Un tram che si chiama desiderio



Un tram che si chiama desiderio è un'opera di tipo tradizionale: racconta una storia, la mette in scena in modo realistico, ha una perfetta linearità narrativa, poggia sul canto declamato su cui fioriscono frequenti spunti melodici, affida all'orchestra un discorso mosso e vario, confida nella tonalità, impiega gli strumenti con varietà di colori e di ritmi. Tutto ciò si riferisce ad un codice ben noto, ha un potere rassicurante, non obbliga lo spettatore a sforzi intellettuali per capire ciò che sta dietro la lettera del testo e della musica. In questo sta forse la ragione del suo successo. L'opera, infatti, è assai lunga: lo spettacolo, nel bell'allestimento di Giorgio Gallione, con scene e costumi di Guido Fiorato, dura, intervalli compresi, più di tre ore e mezzo.
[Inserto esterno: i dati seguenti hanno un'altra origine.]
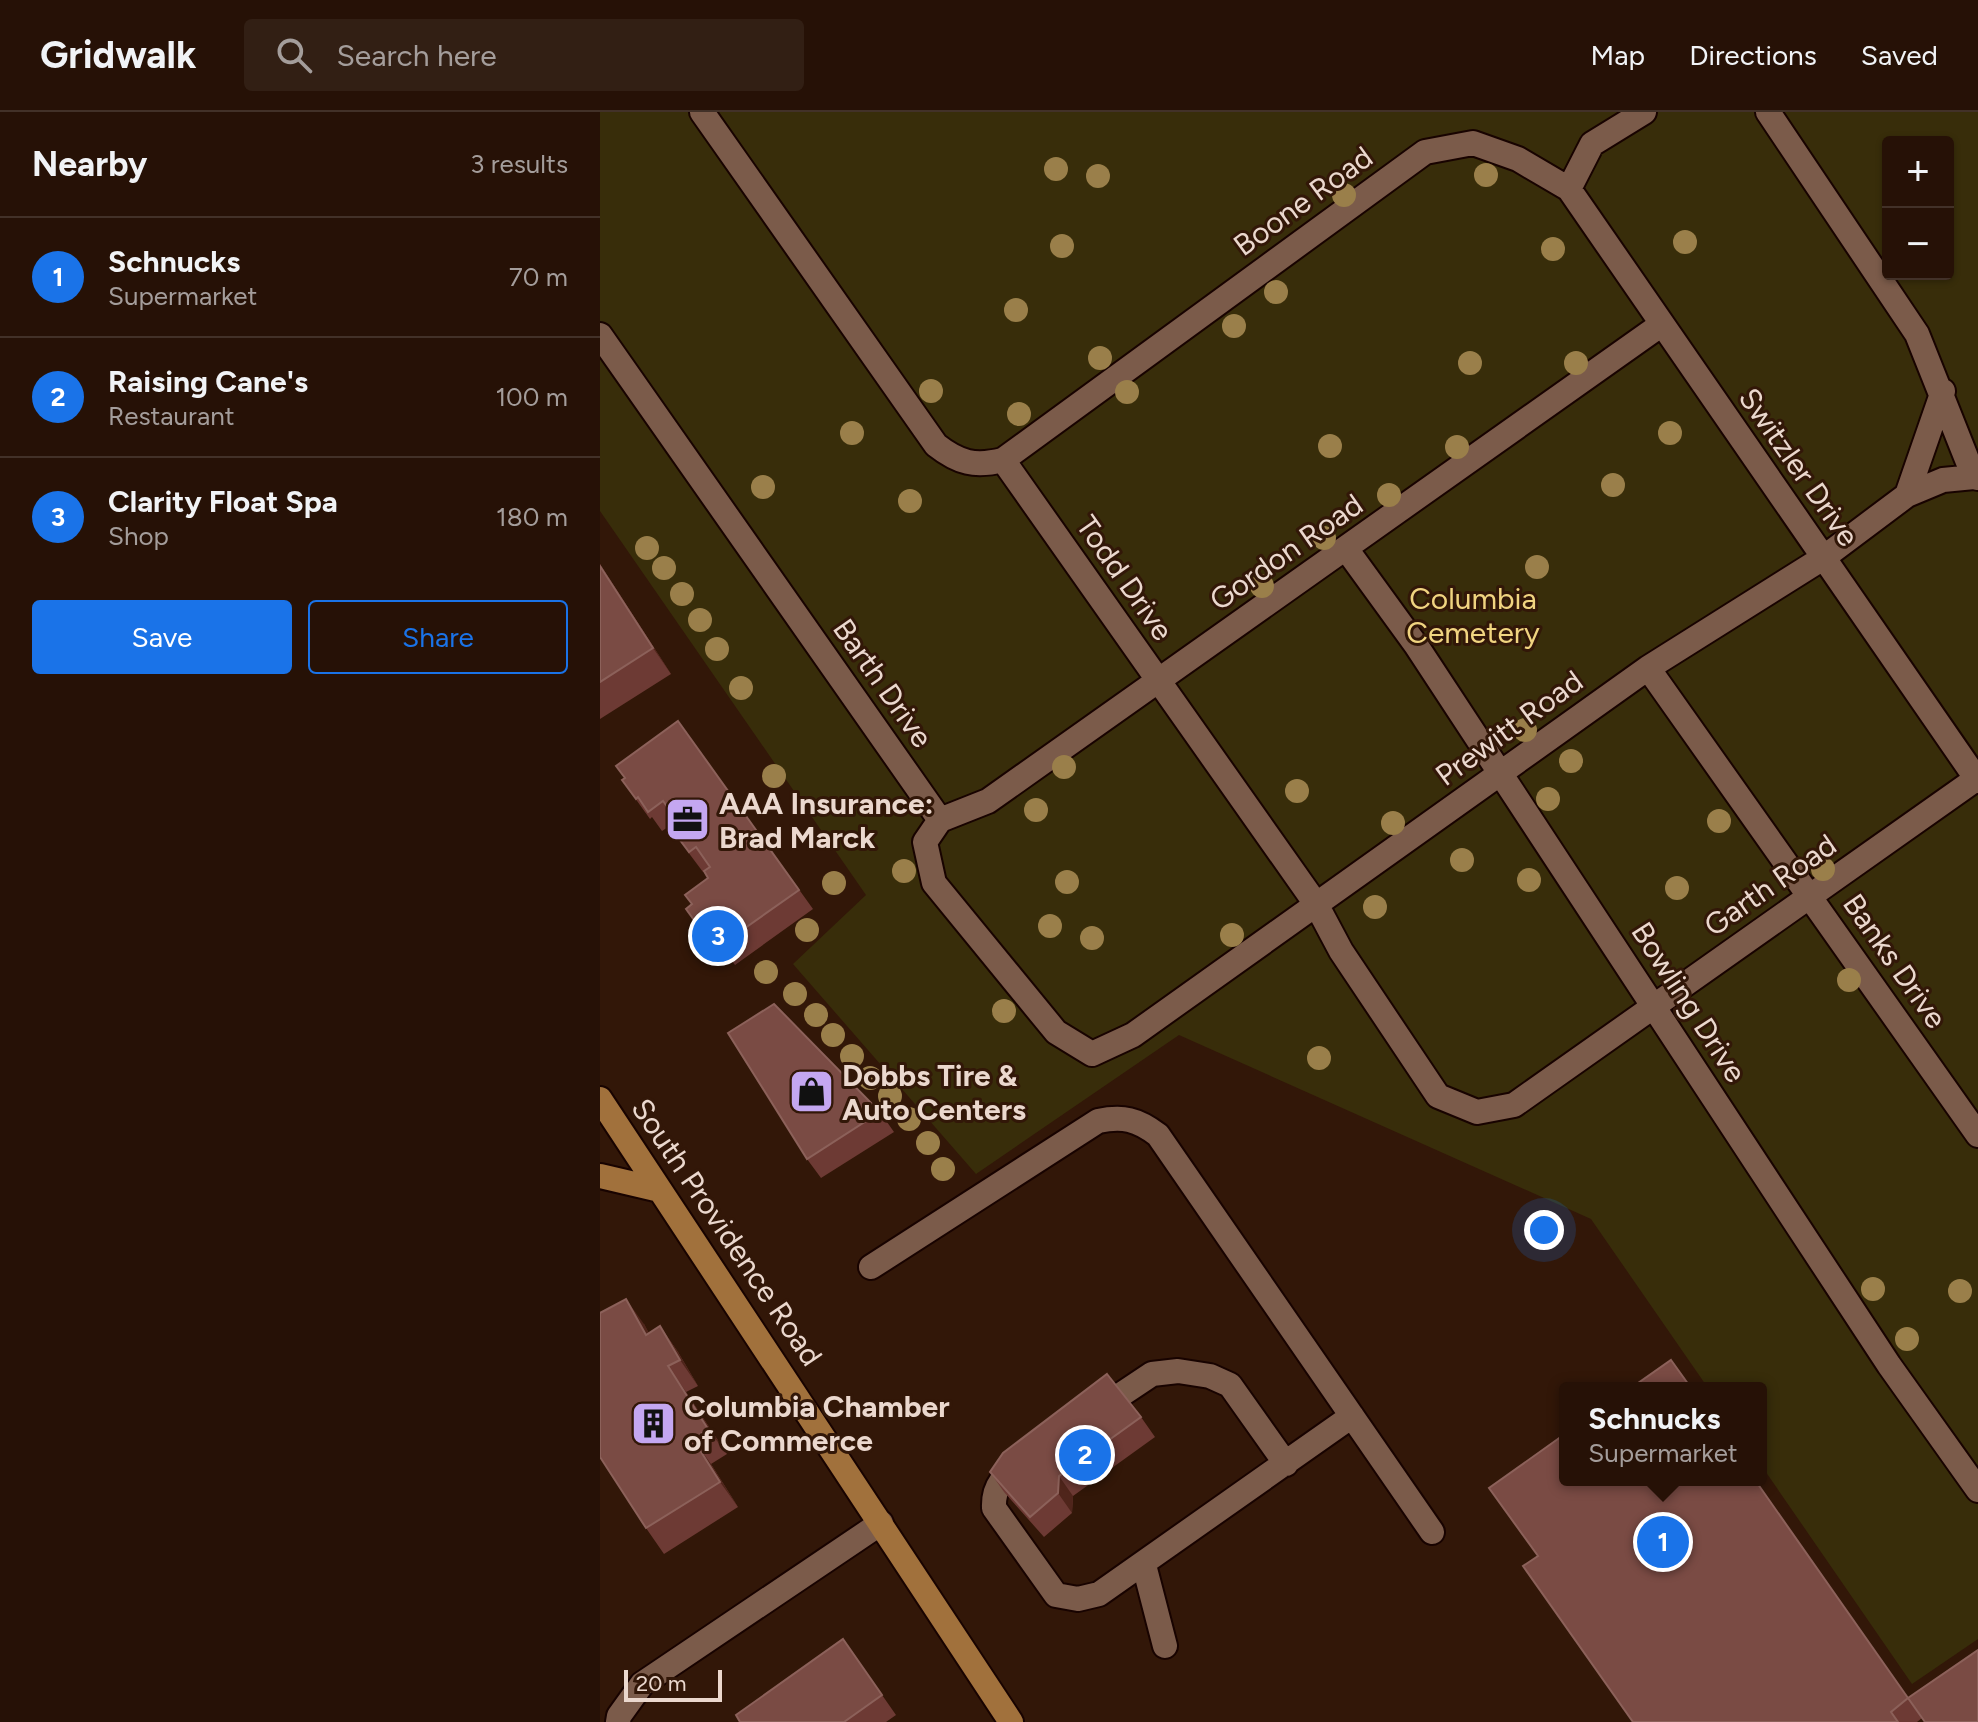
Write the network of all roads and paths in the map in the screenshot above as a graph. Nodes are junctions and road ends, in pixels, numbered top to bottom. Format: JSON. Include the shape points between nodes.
{"nodes":[{"id":1,"x":702,"y":112,"type":"edge"},
{"id":2,"x":1644,"y":112,"type":"edge"},
{"id":3,"x":1768,"y":112,"type":"edge"},
{"id":4,"x":1569,"y":189,"type":"junction"},
{"id":5,"x":1662,"y":324,"type":"junction"},
{"id":6,"x":600,"y":335,"type":"edge"},
{"id":7,"x":1943,"y":391,"type":"junction"},
{"id":8,"x":1003,"y":460,"type":"junction"},
{"id":9,"x":1976,"y":478,"type":"edge"},
{"id":10,"x":1907,"y":495,"type":"junction"},
{"id":11,"x":1347,"y":550,"type":"junction"},
{"id":12,"x":1823,"y":558,"type":"junction"},
{"id":13,"x":1648,"y":668,"type":"junction"},
{"id":14,"x":1158,"y":681,"type":"junction"},
{"id":15,"x":1500,"y":774,"type":"junction"},
{"id":16,"x":1977,"y":780,"type":"edge"},
{"id":17,"x":940,"y":820,"type":"junction"},
{"id":18,"x":1811,"y":896,"type":"junction"},
{"id":19,"x":1316,"y":904,"type":"junction"},
{"id":20,"x":1654,"y":1006,"type":"junction"},
{"id":21,"x":600,"y":1099,"type":"edge"},
{"id":22,"x":1477,"y":1112,"type":"joint"},
{"id":23,"x":1975,"y":1124,"type":"edge"},
{"id":24,"x":600,"y":1176,"type":"edge"},
{"id":25,"x":660,"y":1190,"type":"junction"},
{"id":26,"x":871,"y":1267,"type":"dead end"},
{"id":27,"x":1352,"y":1416,"type":"junction"},
{"id":28,"x":1078,"y":1424,"type":"edge"},
{"id":29,"x":1041,"y":1449,"type":"edge"},
{"id":30,"x":1286,"y":1464,"type":"junction"},
{"id":31,"x":1978,"y":1490,"type":"edge"},
{"id":32,"x":881,"y":1523,"type":"junction"},
{"id":33,"x":1432,"y":1532,"type":"dead end"},
{"id":34,"x":1144,"y":1565,"type":"junction"},
{"id":35,"x":1165,"y":1646,"type":"dead end"},
{"id":36,"x":618,"y":1722,"type":"edge"},
{"id":37,"x":1011,"y":1722,"type":"edge"}],
"edges":[{"from":1,"to":8,"type":"lane","via":[[936,445],[956,460],[980,466]]},
{"from":2,"to":4,"type":"lane","via":[[1592,144]]},
{"from":3,"to":7,"type":"lane","via":[[1917,334]]},
{"from":4,"to":5,"type":"lane","name":"Switzler Drive"},
{"from":4,"to":8,"type":"lane","name":"Boone Road","via":[[1518,159],[1473,143],[1425,152]]},
{"from":5,"to":11,"type":"lane","name":"Gordon Road"},
{"from":5,"to":12,"type":"lane","name":"Switzler Drive"},
{"from":6,"to":17,"type":"lane","name":"Barth Drive"},
{"from":7,"to":9,"type":"lane"},
{"from":7,"to":10,"type":"lane"},
{"from":8,"to":14,"type":"lane","name":"Todd Drive"},
{"from":9,"to":10,"type":"lane","name":"Prewitt Road","via":[[1943,480]]},
{"from":10,"to":12,"type":"lane","name":"Prewitt Road"},
{"from":11,"to":14,"type":"lane","name":"Gordon Road"},
{"from":11,"to":15,"type":"lane","name":"Bowling Drive"},
{"from":12,"to":13,"type":"lane","name":"Prewitt Road"},
{"from":12,"to":16,"type":"lane","name":"Switzler Drive"},
{"from":13,"to":15,"type":"lane","name":"Prewitt Road"},
{"from":13,"to":18,"type":"lane","name":"Banks Drive"},
{"from":14,"to":17,"type":"lane","name":"Gordon Road","via":[[988,801]]},
{"from":14,"to":19,"type":"lane","name":"Todd Drive"},
{"from":15,"to":19,"type":"lane","name":"Prewitt Road"},
{"from":15,"to":20,"type":"lane","name":"Bowling Drive"},
{"from":16,"to":18,"type":"lane","name":"Garth Road"},
{"from":17,"to":19,"type":"lane","name":"Prewitt Road","via":[[925,842],[934,883],[1056,1032],[1092,1054],[1133,1035]]},
{"from":18,"to":20,"type":"lane","name":"Garth Road"},
{"from":18,"to":23,"type":"lane","name":"Banks Drive"},
{"from":19,"to":22,"type":"lane","name":"Todd Drive","via":[[1341,951],[1438,1096]]},
{"from":20,"to":22,"type":"lane","name":"Garth Road","via":[[1514,1105]]},
{"from":20,"to":31,"type":"lane","name":"Bowling Drive","via":[[1889,1365]]},
{"from":21,"to":25,"type":"main road","name":"South Providence Road"},
{"from":24,"to":25,"type":"main road"},
{"from":25,"to":32,"type":"main road","name":"South Providence Road"},
{"from":26,"to":27,"type":"lane","via":[[1098,1121],[1141,1121],[1158,1135]]},
{"from":27,"to":30,"type":"lane"},
{"from":27,"to":33,"type":"lane"},
{"from":28,"to":30,"type":"lane","via":[[1152,1374],[1210,1376],[1230,1385]]},
{"from":29,"to":34,"type":"lane","via":[[1005,1475],[993,1491],[994,1508],[1056,1595],[1078,1599],[1099,1594]]},
{"from":30,"to":34,"type":"lane"},
{"from":32,"to":36,"type":"lane","via":[[642,1684]]},
{"from":32,"to":37,"type":"main road","name":"South Providence Road"},
{"from":34,"to":35,"type":"lane"}]}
Eppure, il dramma si segue bene, grazie ai sopratitoli che traducono il testo inglese, e la musica va giù come acqua fresca. Dicono che questa partitura, composta da un maestro del music-hall e della musica per film, non sia una colonna sonora: sarà. Ma, certo, il dramma di Tennesee Williams, con la storia della nevrotica, ninfomane e alcolizzata Blanche che, dopo tante disgraziate vicende, finisce in manicomio in seguito alla violenza usatale dal brutale cognato Stanley, perde, nella partitura di Prévin, ogni violenza, si discioglie in una colloquialità scorrevole che non pretende di creare personaggi forti, sbalzare situazioni impressionanti , ma si accontenta di arredare il dramma con una gradevole tappezzeria sonora.
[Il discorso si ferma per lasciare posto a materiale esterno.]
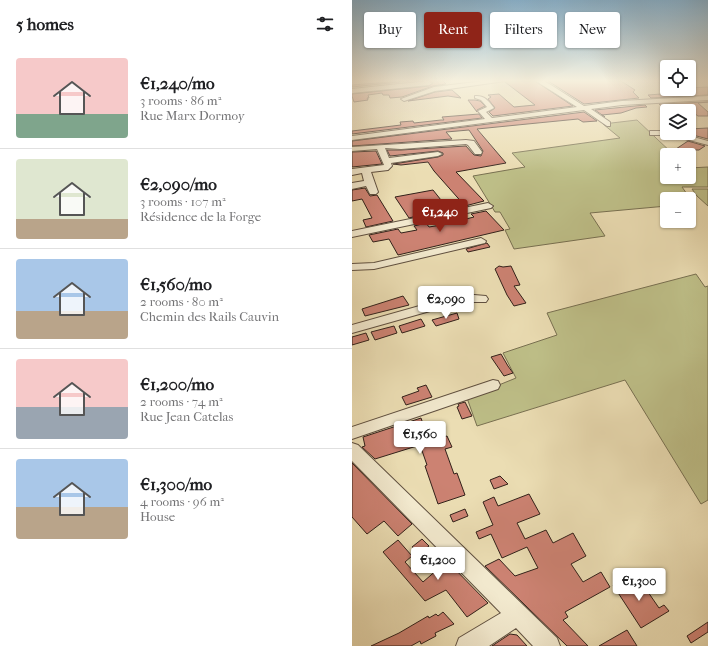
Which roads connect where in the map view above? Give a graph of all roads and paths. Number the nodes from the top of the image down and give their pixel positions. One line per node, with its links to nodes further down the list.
1 (481, 111): 4 (street)
2 (560, 111): 4 (street)
3 (589, 111): 5 (street)
4 (490, 120): 6 (street)
5 (607, 124)
6 (424, 129): 8 (street); 10 (street)
7 (653, 133): 9 (street)
8 (352, 138)
9 (702, 139): 12 (street)
10 (435, 144): 11 (street); 14 (street)
11 (382, 146): 13 (street); 16 (street)
12 (689, 147)
13 (352, 149)
14 (478, 152)
15 (438, 154): 16 (street)
16 (386, 161): 17 (street)
17 (367, 170): 18 (street); 19 (street)
18 (352, 172)
19 (352, 186)
20 (488, 206): 21 (street)
21 (352, 234)
22 (481, 241): 23 (street)
23 (352, 267)
24 (482, 299): 25 (street)
25 (352, 329)
26 (493, 384): 27 (street)
27 (352, 433)
28 (352, 450): 29 (street)
29 (519, 616): 30 (street); 31 (street)
30 (466, 646)
31 (549, 646)

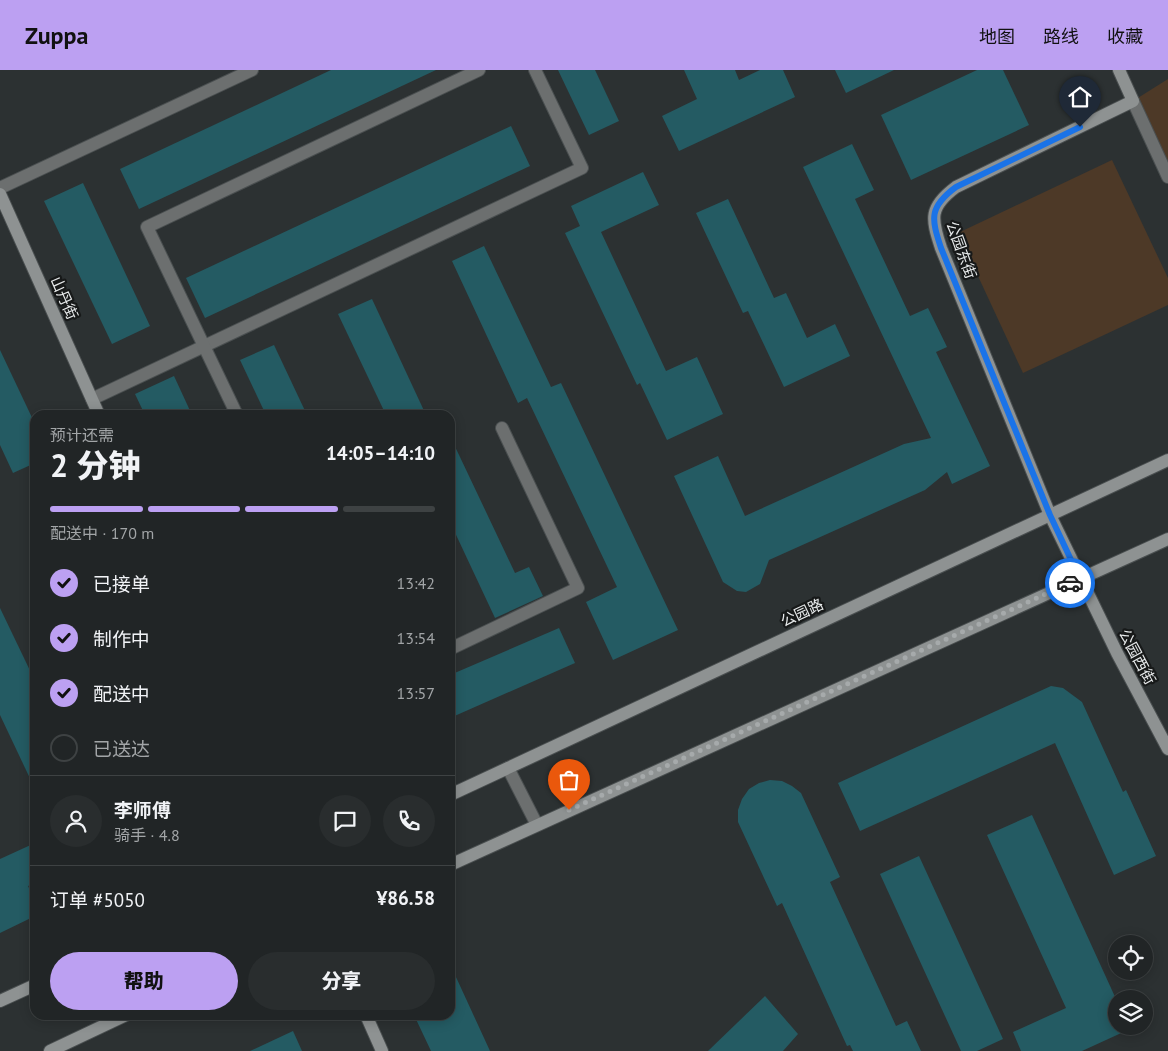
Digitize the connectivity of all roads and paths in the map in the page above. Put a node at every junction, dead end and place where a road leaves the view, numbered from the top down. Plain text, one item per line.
1 (252, 70) edge
2 (479, 70) edge
3 (535, 70) edge
4 (1119, 70) edge
5 (1133, 101) junction
6 (1168, 177) edge
7 (0, 188) edge
8 (0, 194) edge
9 (204, 346) junction
10 (92, 399) junction
11 (97, 410) edge
12 (235, 410) edge
13 (502, 428) dead end
14 (1168, 460) edge
15 (1050, 515) junction
16 (1168, 539) edge
17 (1080, 579) junction
18 (455, 647) edge
19 (1168, 749) edge
20 (508, 768) junction
21 (455, 793) edge
22 (537, 825) junction
23 (455, 862) edge
24 (30, 987) edge
25 (0, 1001) edge
26 (115, 1020) edge
27 (368, 1020) edge
28 (50, 1051) edge
29 (382, 1051) edge

1 - 7 street
2 - 9 street
3 - 9 street
4 - 5 street
5 - 6 street
5 - 15 street, 公园东街
8 - 10 street, 山丹街
9 - 10 street
9 - 12 street
10 - 11 street, 山丹街
13 - 18 street
14 - 15 street, 公园路
15 - 17 street, 公园东街
15 - 20 street, 公园路
16 - 17 street
17 - 19 street, 公园西街
17 - 22 street
20 - 21 street, 公园路
20 - 22 street
22 - 23 street
24 - 25 street
26 - 28 street
27 - 29 street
Così, non ci sono sentimenti personalizzati, ma un flusso, abbastanza indistinto, di moti umorali: quella musica potrebbe anche essere applicata ad altre parole, e il risultato cambierebbe poco. Riesce, però, a non essere noiosa grazie al suo eclettismo: Puccini e Strauss, il jazz e il music-hall, qualche spruzzo di espressionismo e il blues, un melodizzare gradevole, specie nelle arie di Blanche. Il termine di paragone più immediato, però, è il grande Menotti, di cui l'opera di André Previn sembra seguire le tracce, senza però mai raggiungerne la poesia, anche se nell'ultimo atto ci sono cose notevoli, atmosfere visionarie e oniriche connesse con la patologia della stralunata protagonista: la sua aria, in cui vagheggia la morte, strappa infallibilmente l'applauso.

E' utile e interessante , dunque, conoscere questo esemplare che ci mostra dove va, oggi, l'opera più legata allo stile tradizionale; forse è un po' megalomane inserirlo in un cartellone di soli nove titoli, quando molte, grandi partiture del Novecento sono ancora sconosciute a Torino, o non più rappresentate da molti anni. Comunque, quando, fa le cose, il Regio le fa bene: la direzione di Steven Mercurio è ottima, brillante ed elastica, Barbara Haveman è una bella e disinvolta Blanche, Randal Turner non è schiacciato dal paragone con Marlon Brando nella parte di Stanley, Laura Chierici è una disinvolta Stella, e Keith Olsen, Monica Minarelli, Davide Livermore completano molto bene il cast.

La scena unica di Fiorato ricorda le incastellature di legno e le palizzate d'un fortino del Far West; è funzionale, serve bene lo spettacolo, ed è variegata da bei giochi di luce; la recitazione sobria ed efficace. Si capiscono, quindi, le ragioni del successo che ha accolto lo spettacolo alla prova generale e che lo segnerà, prevedo, durante le repliche.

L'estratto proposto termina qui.